Когда я говорил о смертях, комок поднимался к горлу, а на глазах наворачивались слезы. Не сдержав этот порыв на последней службе Аполлону, я в отчаянии стал на колени перед своим покровителем, протянул ему свое оружие и умолял остановить эту бессмысленную войну. В этот момент я чувствовал себя настолько изнеможённым как игрок от отсутствия еды и сна, что плакал совершенно искреннее. Несмотря на все мои мольбы Аполлон же сказал, что прекращение войны - не дело рук Олимпа, но переговоров людей.
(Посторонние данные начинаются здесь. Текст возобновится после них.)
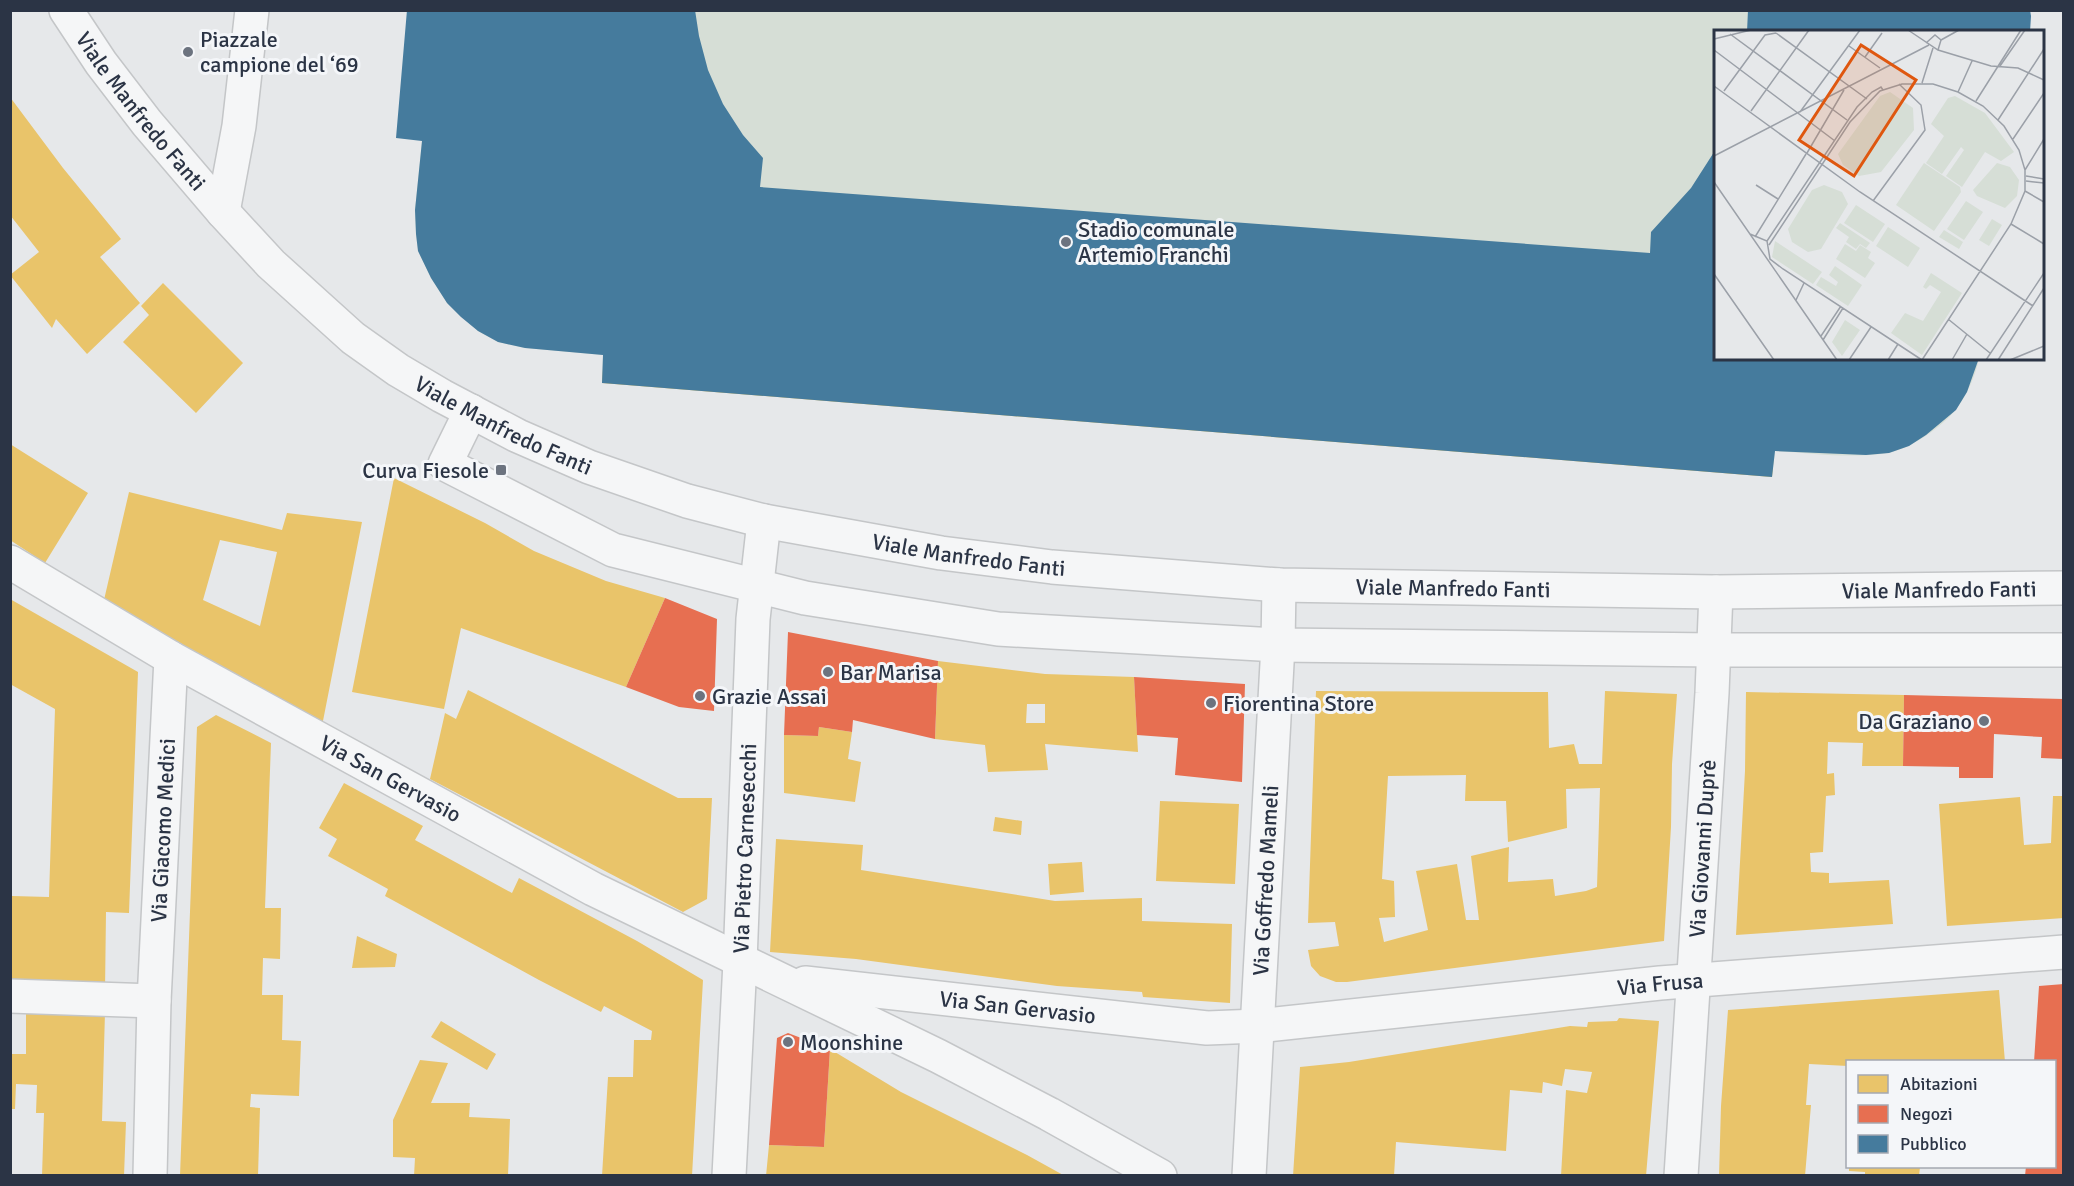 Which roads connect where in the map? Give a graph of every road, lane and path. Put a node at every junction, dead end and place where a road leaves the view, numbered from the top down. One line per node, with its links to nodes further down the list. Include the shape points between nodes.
1 (66, 10): 3 (street, Viale Manfredo Fanti, via 100,63)
2 (252, 10): 3 (street)
3 (223, 212): 4 (street, Viale Manfredo Fanti, via 271,264 353,338 398,370)
4 (471, 411): 5 (street, Viale Manfredo Fanti, via 518,436 626,481); 8 (street, via 445,464 613,550)
5 (764, 520): 7 (street, Viale Manfredo Fanti, via 940,553 1052,567); 8 (street, Via Pietro Carnesecchi)
6 (10, 562): 14 (street, Via San Gervasio)
7 (1279, 585): 10 (street, Viale Manfredo Fanti); 11 (street, Via Goffredo Mameli)
8 (757, 587): 11 (street, via 998,629); 16 (street, Via Pietro Carnesecchi)
9 (2064, 588): 10 (street, Viale Manfredo Fanti)
10 (1716, 592): 12 (street, Via Giovanni Duprè)
11 (1278, 645): 12 (street); 21 (street, Via Goffredo Mameli)
12 (1714, 650): 13 (street); 18 (street, Via Giovanni Duprè)
13 (2064, 651)
14 (171, 658): 16 (street, Via San Gervasio, via 593,889); 20 (street, Via Giacomo Medici)
15 (2064, 952): 18 (street, Via Frusa)
16 (740, 962): 17 (street, Via San Gervasio); 23 (street, Via Pietro Carnesecchi)
17 (779, 980): 21 (street, Via San Gervasio, via 1207,1028); 24 (street, Via San Gervasio, via 938,1056)
18 (1694, 981): 21 (street, Via Frusa); 26 (street, Via Giovanni Duprè)
19 (10, 996): 20 (street)
20 (154, 1001): 22 (street, Via Giacomo Medici)
21 (1258, 1026): 25 (street, Via Goffredo Mameli)
22 (150, 1176)
23 (729, 1176)
24 (1160, 1176)
25 (1249, 1176)
26 (1681, 1176)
Теперь я поговорил с Орестом о том, чтобы он посодействовал перемирию между Троей и ахейцами. Но он снова отказался, и сказал, что Троя должна быть сожжена. Организованные мной переговоры Агамемнона и Анхиса тоже к мирному договору не привели. Тогда я мне стало ясно: ахейцы, ослепленные вкусом близкой победы, будут сражаться до конца и убьют нас всех. Мира не будет. Орест предложил мне присоединиться к ахейцам, но я отказался - я не могу позволить сжечь свой дом.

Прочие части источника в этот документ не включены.